When Good Characters Go Blonde…

…As a bit of a preface, I’ve been reading Christopher Brookmyre’s Jack Parlabane series for years.  Back when I was doing my junior year abroad in London, and I had no money and a bag of potatoes to eat, I stumbled across the first book, Quite Ugly One Morning at my local library, and the utterly crazy twists and turns of the plot kept me spellbound.

For those who haven’t discovered this delightfully smart, insightful, and occasionally, startlingly visceral series, the main character is a journalist named Jack Parlabane, who makes his career by taking on the stories that one else even believes exists, and gets his scoops by breaking in, snooping, and hacking the most seemingly impossible places.  And while all these hijinx are exciting, and some of the situations are wildly, almost absurdly outlandish, what I love is that Christopher Brookmyre makes all his characters real, and flawed (sometimes appallingly so), and, generally lovable (this usually doesn’t extend to his villains, who can be pretty appalling,  in the best of ways.

One of the things I love most about this series is that fact that I have massively disagreed with Brookmyre on a lot of aspects of this series (and if you’ve read it too, I will be delighted to discuss at length).  He has made me so unhappy and so angry that I’ve wanted to challenge him to a duel–but even I have to admit that his choices have made the books better, and richer, and kept the trajectory of the series moving forward with consistent energy.  Moreover, they are choices that fly in the face of a lot of prevailing stereotypes and gender assumptions, and I kind of have to respect that, even if I hate the outcome grandly.

Christopher Brookmyre, creator of Jack Parlabane, for STV Glasgow

…until I found out, in the latest book (which is terrific, by the way, go read it), which is the eighth in this series…that Jack Parlabane is blonde.

For the past eleven years, I have been picturing him with black hair.  No.  Scratch that.  For the past eleven years, he has had black hair.

Now, part of this, I am sure, is because David Tennant* read the audiobook of the series opener, and knowing what Tennant looked like probably influenced my idea of the character looked like.  Maybe I was just willfully blind to any previous description, and I just noticed now something I had missed.  But none of those obscures the absolute shock I felt when I read that.  Like someone I knew personally had somehow betrayed me–not Brookmyre, but his fictional character, Parlabane.

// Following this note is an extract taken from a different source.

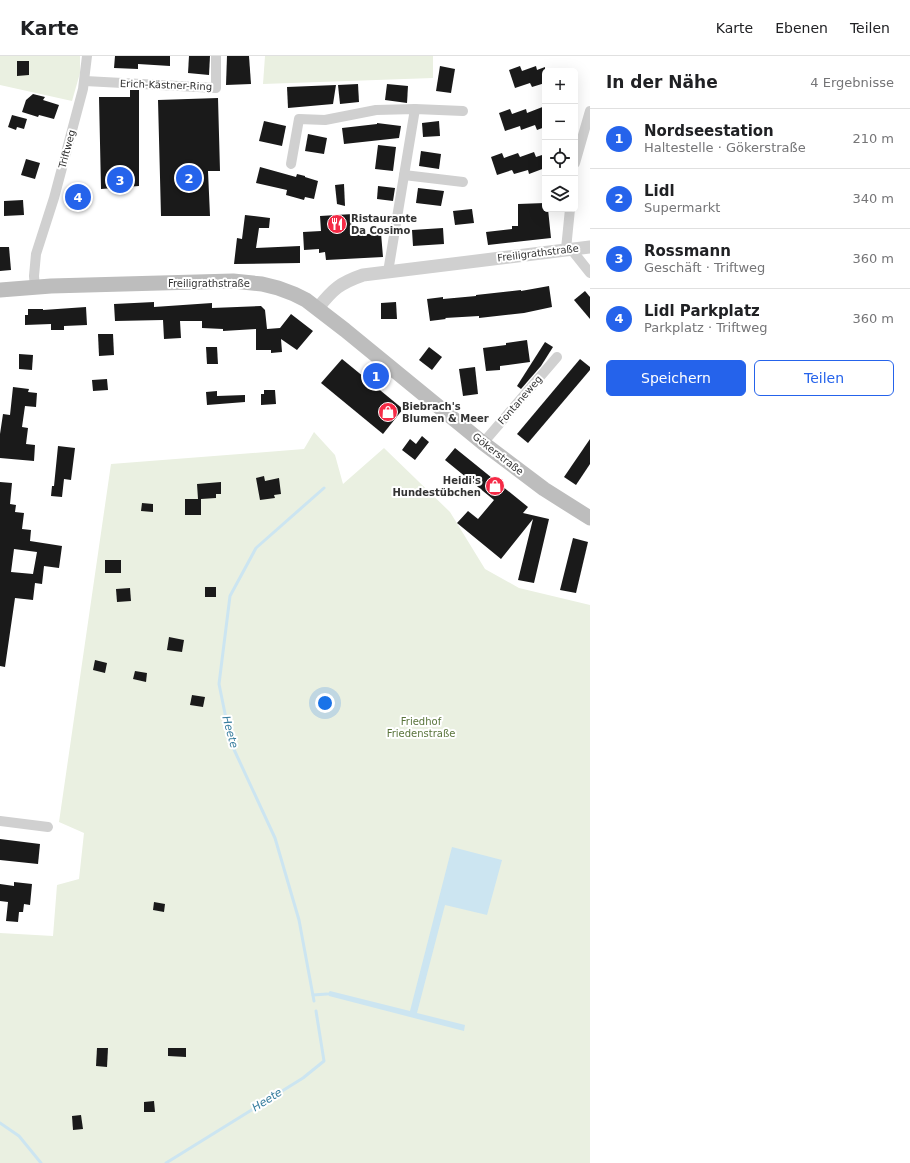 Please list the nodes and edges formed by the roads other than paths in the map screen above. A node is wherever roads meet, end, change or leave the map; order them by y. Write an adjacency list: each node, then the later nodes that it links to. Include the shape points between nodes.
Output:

There have been some fascinating pieces written about the way we imagined literary characters.  One of my favorites is Peter Mendelsund’s “What Does Anna Karenina Look Like?”,  an excerpt from his eye-opening What We See When We ReadSome of the things that he mentions in the piece is that our emotional attachment to characters can make us feel like we know them, even if we can’t tell you what their nose looks like…or even if we’ve never imagined their nose.  Or that our clearest conception of a character is based on the sketchiest of details provided to us by the author.

There are even websites that use police composite technology to create sketches of characters.  Brian J. Davis has a whole site devoted these sketches.   And, frankly, very few of them look like the people I know in my head.  Part of this is, no doubt, because police sketches always look a little…weird:

Daisy Buchanan, from https://101books.net/2012/03/28/how-fictional-characters-might-actually-look/

But it also makes me wonder…when and how precisely do characters become something different in our heads than what was in the authors’?  What makes our relationship to an imaginary entity so real that we believe that we know them inside and, specifically, out? By what wizardry is that relationship created?

And what about the characters for whom we don’t have a good understanding?  I’ll be honest, I couldn’t really describe what Rochester looks like.  He is one of my favorite characters, I’ve read him countless times, I know his soul; but I couldn’t really describe his looks to you well enough that you would recognize him on the street.  I’ve watched a whole slew of adaptations of Jane Eyre, and seen Rochester portrayed by everyone from Orson Welles (umm…) to Toby Stephens (hooray!), but none of them look like Rochester to me.  Because I don’t know what he looks like.

But that doesn’t mean I appreciate the character any less–or any more–for that.  He is too real to me for his looks to matter.  Just as Parlabane is so real for me that his looks matter enormously.

I don’t have any good answers or explanations here, dear readers.  I am still grappling with this whole blonde thing to be honest with you.  But it’s got me thinking about what is it about fictional characters that make them real and tangible in our lives, and why that is.  And if anything, it’s made me appreciate those characters–and the authors responsible for them–even more.

Have you ever dealt with finding out your favorite character was different than you pictured, dear reader–be it blonde or otherwise?  How did you react?


*We don’t have this particular recording at the Library, but I cannot recommend David Tennant as an audiobook reader more highly.